Students will use information from this source for their papers. They will write an OPVL. In this case, an OPVL for Heliyon might look like this:

ORIGIN	PURPOSE	VALUE	LIMITATION
Heliyon, a peer-reviewed monthly journal about education	To inform other researchers about the latest discoveries and findings related to education practices	It is peer-reviewed, so the findings are more likely to be true and unbiased. It is written by experts in the subject, and likely to be based on tested methods.	This source was from 2021, so it may be outdated.

Students have now justified using the information from the source. They will compare it to the information in the AI summary. Here is that process when asking AI how the AP Psychology test is scored. AI provided the following information:

When asking for a link and going directly to College Board, I read the actual scoring requirements. I would reflect as follows:

The AI in this case gave a correct link to College Board, but an incorrect breakdown of the scoring metrics. It states that there were 77 questions to do in 70 minutes, and that it was 66% of the score.

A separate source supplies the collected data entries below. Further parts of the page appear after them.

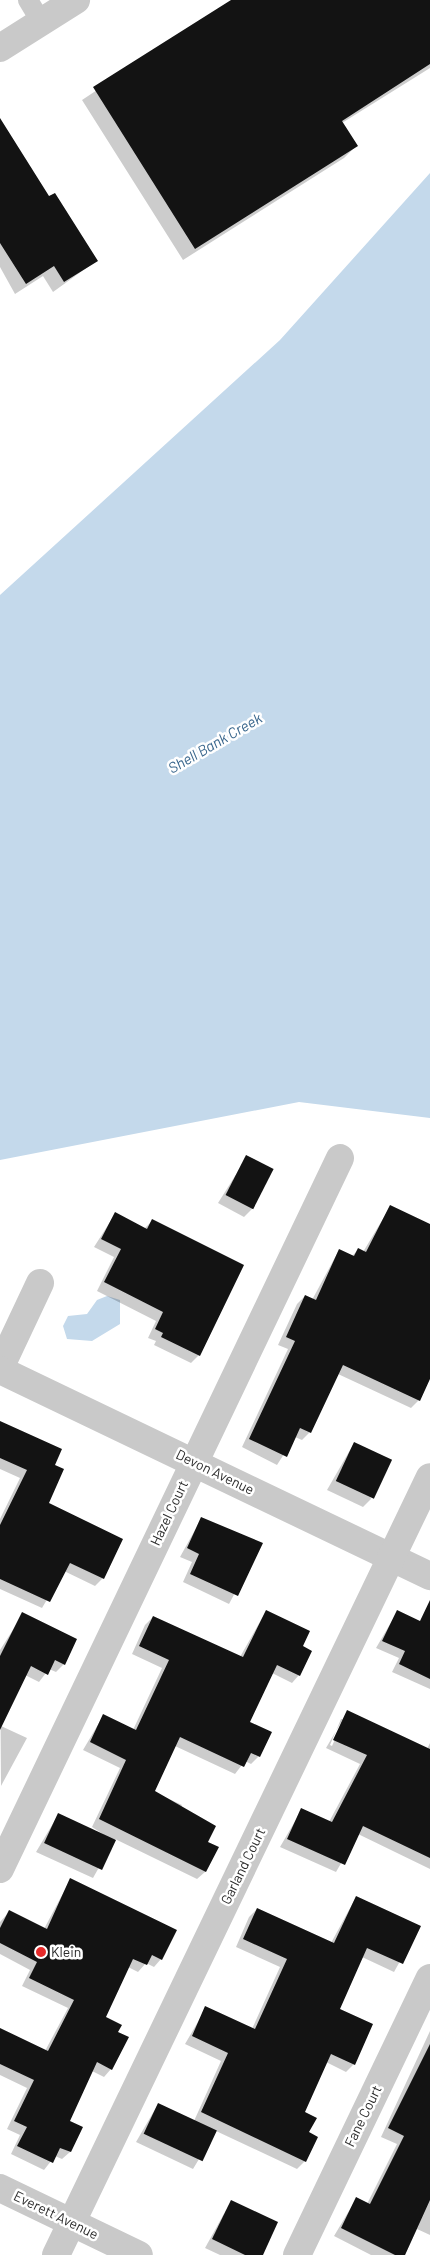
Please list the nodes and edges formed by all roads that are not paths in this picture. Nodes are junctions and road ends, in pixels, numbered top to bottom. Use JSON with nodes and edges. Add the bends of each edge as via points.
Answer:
{"nodes":[{"id":1,"x":76,"y":0,"type":"edge"},
{"id":2,"x":34,"y":11,"type":"edge"},
{"id":3,"x":0,"y":48,"type":"edge"},
{"id":4,"x":340,"y":1158,"type":"dead end"},
{"id":5,"x":40,"y":1283,"type":"dead end"},
{"id":6,"x":0,"y":1369,"type":"edge"},
{"id":7,"x":193,"y":1462,"type":"junction"},
{"id":8,"x":430,"y":1477,"type":"edge"},
{"id":9,"x":391,"y":1558,"type":"junction"},
{"id":10,"x":430,"y":1576,"type":"edge"},
{"id":11,"x":0,"y":1869,"type":"edge"},
{"id":12,"x":430,"y":1978,"type":"edge"},
{"id":13,"x":0,"y":2188,"type":"edge"},
{"id":14,"x":71,"y":2222,"type":"junction"},
{"id":15,"x":56,"y":2255,"type":"edge"},
{"id":16,"x":139,"y":2255,"type":"edge"},
{"id":17,"x":297,"y":2255,"type":"edge"}],
"edges":[{"from":1,"to":2,"type":"street"},
{"from":2,"to":3,"type":"street"},
{"from":4,"to":7,"type":"street","name":"Hazel Court"},
{"from":5,"to":6,"type":"street"},
{"from":6,"to":7,"type":"street","name":"Devon Avenue"},
{"from":7,"to":9,"type":"street","name":"Devon Avenue"},
{"from":7,"to":11,"type":"street","name":"Hazel Court"},
{"from":8,"to":9,"type":"street","name":"Garland Court"},
{"from":9,"to":10,"type":"street","name":"Devon Avenue"},
{"from":9,"to":14,"type":"street","name":"Garland Court"},
{"from":12,"to":17,"type":"street","name":"Fane Court"},
{"from":13,"to":14,"type":"street","name":"Everett Avenue"},
{"from":14,"to":15,"type":"street","name":"Garland Court"},
{"from":14,"to":16,"type":"street","name":"Everett Avenue"}]}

The actual MCQ section requires 75 questions in 90 minutes, and it is 66.7% of the overall score.

The Fortson Framework in utilizing AI—Critical Thinking/Media Literacy

AI is not just a tool, but a new medium. Marshall McLuhan stated that “The Medium is the Message”; in other words, viewing content in one medium or another actively changes the interpretation of, and the way we perceive, the information. AI is increasingly watched in social media in the same manner as Reels (Instagram), movies, Shorts (YouTube), etc. Unfortunately, the medium of AI has a misnomer that causes one to, if not careful, view it as ultimately authoritative; unlike other mediums, people are more likely to assume it is true. Students often view AI as a fact-producing-machine rather than merely another source, as explained in the previous section. Just as we teach thematic analysis of novels, and teach media literacy and critical theory to students to analyze the motivation and purpose an author had in their narrative choices, so too should we with AI.

Consider the wine glass: at a certain point in time, AI could not make an image with a full glass of wine. It could make an image of a wine glass full of beer, and it could make a table in the shape of a wine glass filled to the top with red resin, but it could not make a glass of wine filled to the brim. Why?

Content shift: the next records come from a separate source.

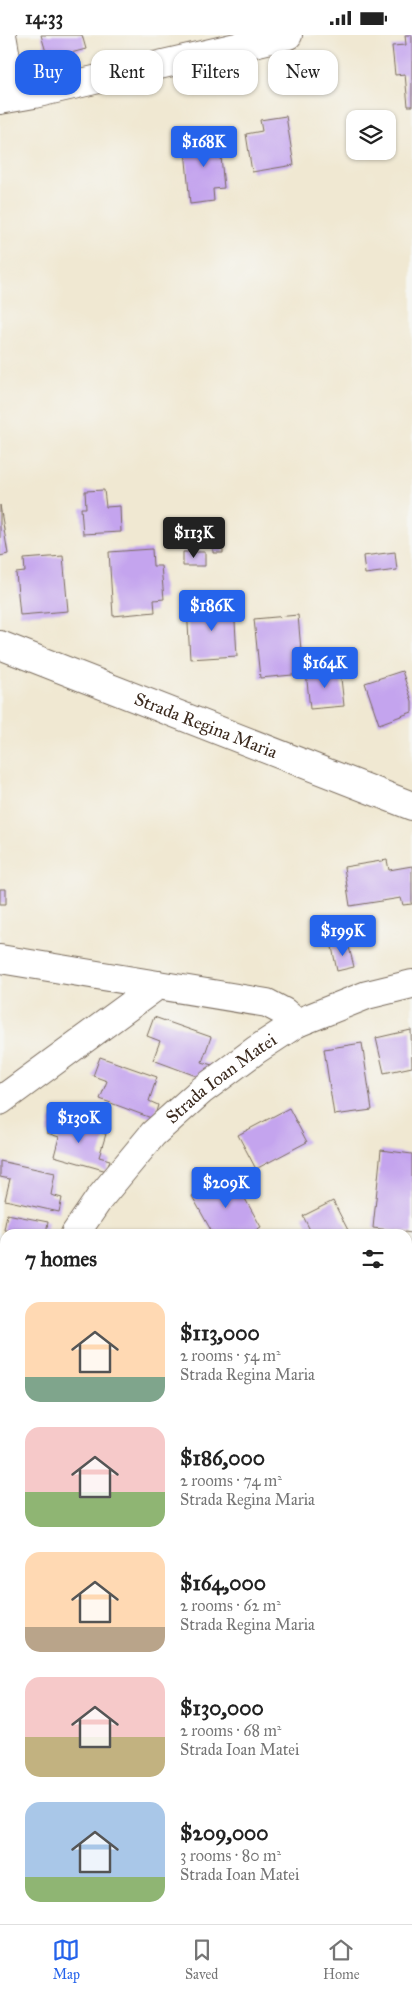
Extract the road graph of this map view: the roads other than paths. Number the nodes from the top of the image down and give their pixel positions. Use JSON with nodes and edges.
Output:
{"nodes":[{"id":1,"x":2,"y":35,"type":"edge"},
{"id":2,"x":288,"y":35,"type":"edge"},
{"id":3,"x":7,"y":99,"type":"edge"},
{"id":4,"x":0,"y":645,"type":"edge"},
{"id":5,"x":412,"y":806,"type":"edge"},
{"id":6,"x":0,"y":959,"type":"edge"},
{"id":7,"x":412,"y":984,"type":"edge"},
{"id":8,"x":158,"y":985,"type":"junction"},
{"id":9,"x":297,"y":1023,"type":"junction"},
{"id":10,"x":0,"y":1101,"type":"edge"},
{"id":11,"x":78,"y":1229,"type":"edge"}],
"edges":[{"from":1,"to":3,"type":"street"},
{"from":2,"to":3,"type":"street"},
{"from":4,"to":5,"type":"street","name":"Strada Regina Maria"},
{"from":6,"to":8,"type":"street"},
{"from":7,"to":9,"type":"street","name":"Strada Ioan Matei"},
{"from":8,"to":9,"type":"street"},
{"from":8,"to":10,"type":"street"},
{"from":9,"to":11,"type":"street","name":"Strada Ioan Matei"}]}
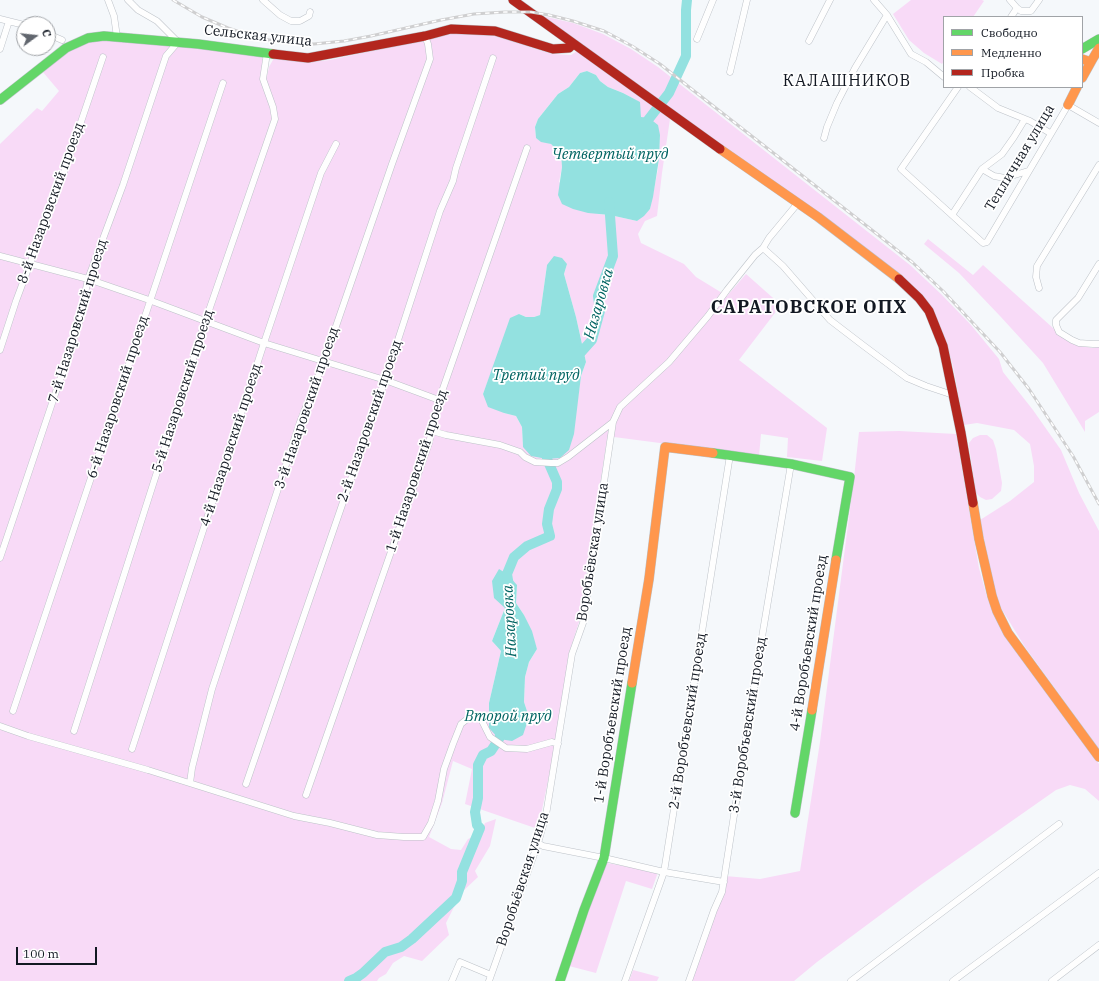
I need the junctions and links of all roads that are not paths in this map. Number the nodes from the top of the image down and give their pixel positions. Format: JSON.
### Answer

It was taught on existing images, and that data set did not have any wine glasses filled to the brim, because that is not the typical manner of serving wine. AI has a cultural bias that made it unable to comprehend the request to fill it further. This is important, because it means that AI does not know anything beyond what it already knows (which is a mirror of what we know). This is an example of a cultural bias, as if the AI was telling you, “We don’t serve wine in this style here! What you are asking for does not exist!” But it does.

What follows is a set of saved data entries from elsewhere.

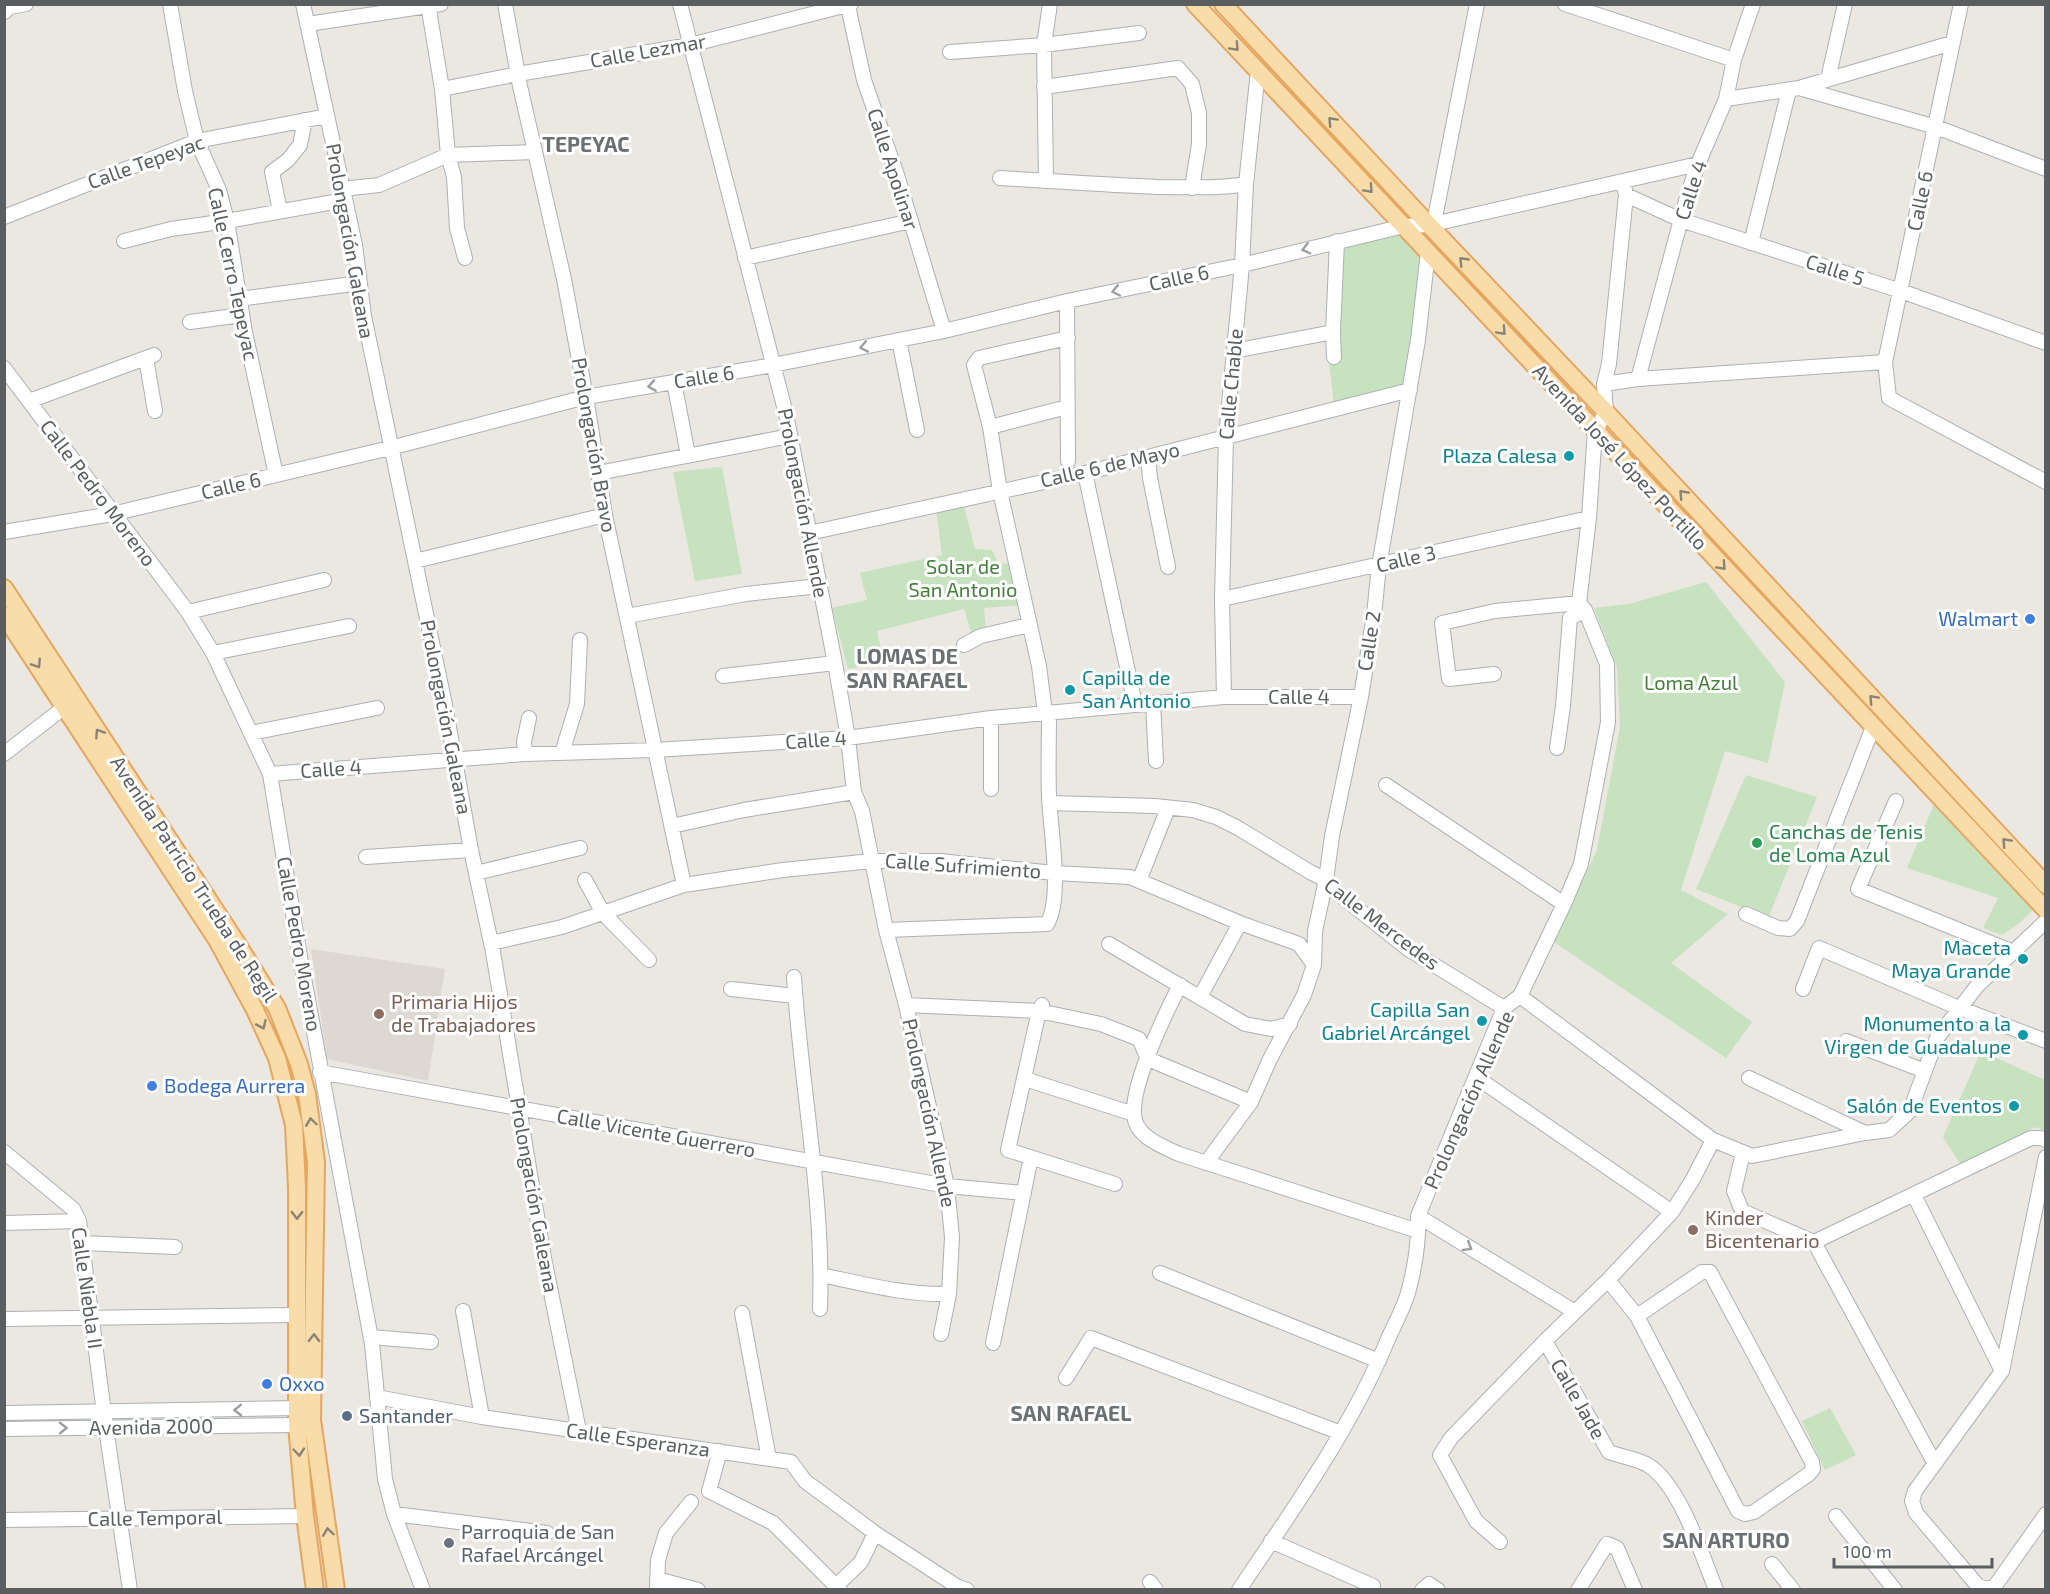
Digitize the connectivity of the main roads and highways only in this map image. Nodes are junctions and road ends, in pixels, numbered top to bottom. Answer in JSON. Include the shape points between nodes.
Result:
{"nodes":[{"id":1,"x":1195,"y":4,"type":"edge"},
{"id":2,"x":1223,"y":4,"type":"edge"},
{"id":3,"x":4,"y":588,"type":"edge"},
{"id":4,"x":4,"y":615,"type":"edge"},
{"id":5,"x":71,"y":702,"type":"junction"},
{"id":6,"x":2046,"y":885,"type":"edge"},
{"id":7,"x":2046,"y":910,"type":"edge"},
{"id":8,"x":315,"y":1590,"type":"edge"},
{"id":9,"x":336,"y":1590,"type":"edge"}],
"edges":[{"from":1,"to":7,"type":"main road","name":"Avenida José López Portillo","one_way":true},
{"from":6,"to":2,"type":"main road","name":"Avenida José López Portillo","one_way":true},
{"from":3,"to":5,"type":"main road","name":"Avenida Patricio Trueba de Regil"},
{"from":4,"to":5,"type":"main road","name":"Avenida Patricio Trueba de Regil","one_way":true},
{"from":5,"to":8,"type":"main road","name":"Avenida Patricio Trueba de Regil","one_way":true,"via":[[217,940],[277,1058],[294,1125],[297,1417]]},
{"from":9,"to":5,"type":"main road","name":"Avenida Patricio Trueba de Regil","one_way":true,"via":[[312,1420],[316,1162],[305,1084],[277,1008]]}]}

This error was eventually fixed, but the method of thinking that caused AI to answer in this manner likely was not. If I ask you to imagine the most dangerous animal in the world, what would you answer?

Many answer tiger, snake, lion—a few clever people answer “man”, and so far nobody has answered chicken. But it is actually the humble mosquito. If I add data to your training set: the definition of “deadly” does not mean strongest or sharpest claws, but responsible for the most deaths; the region upon which tigers live is limited, so few are likely to even see one; the statistics for shark attacks each decade are actually low—this is likely to make you answer “Mosquito” the next time I ask you the most deadly animal.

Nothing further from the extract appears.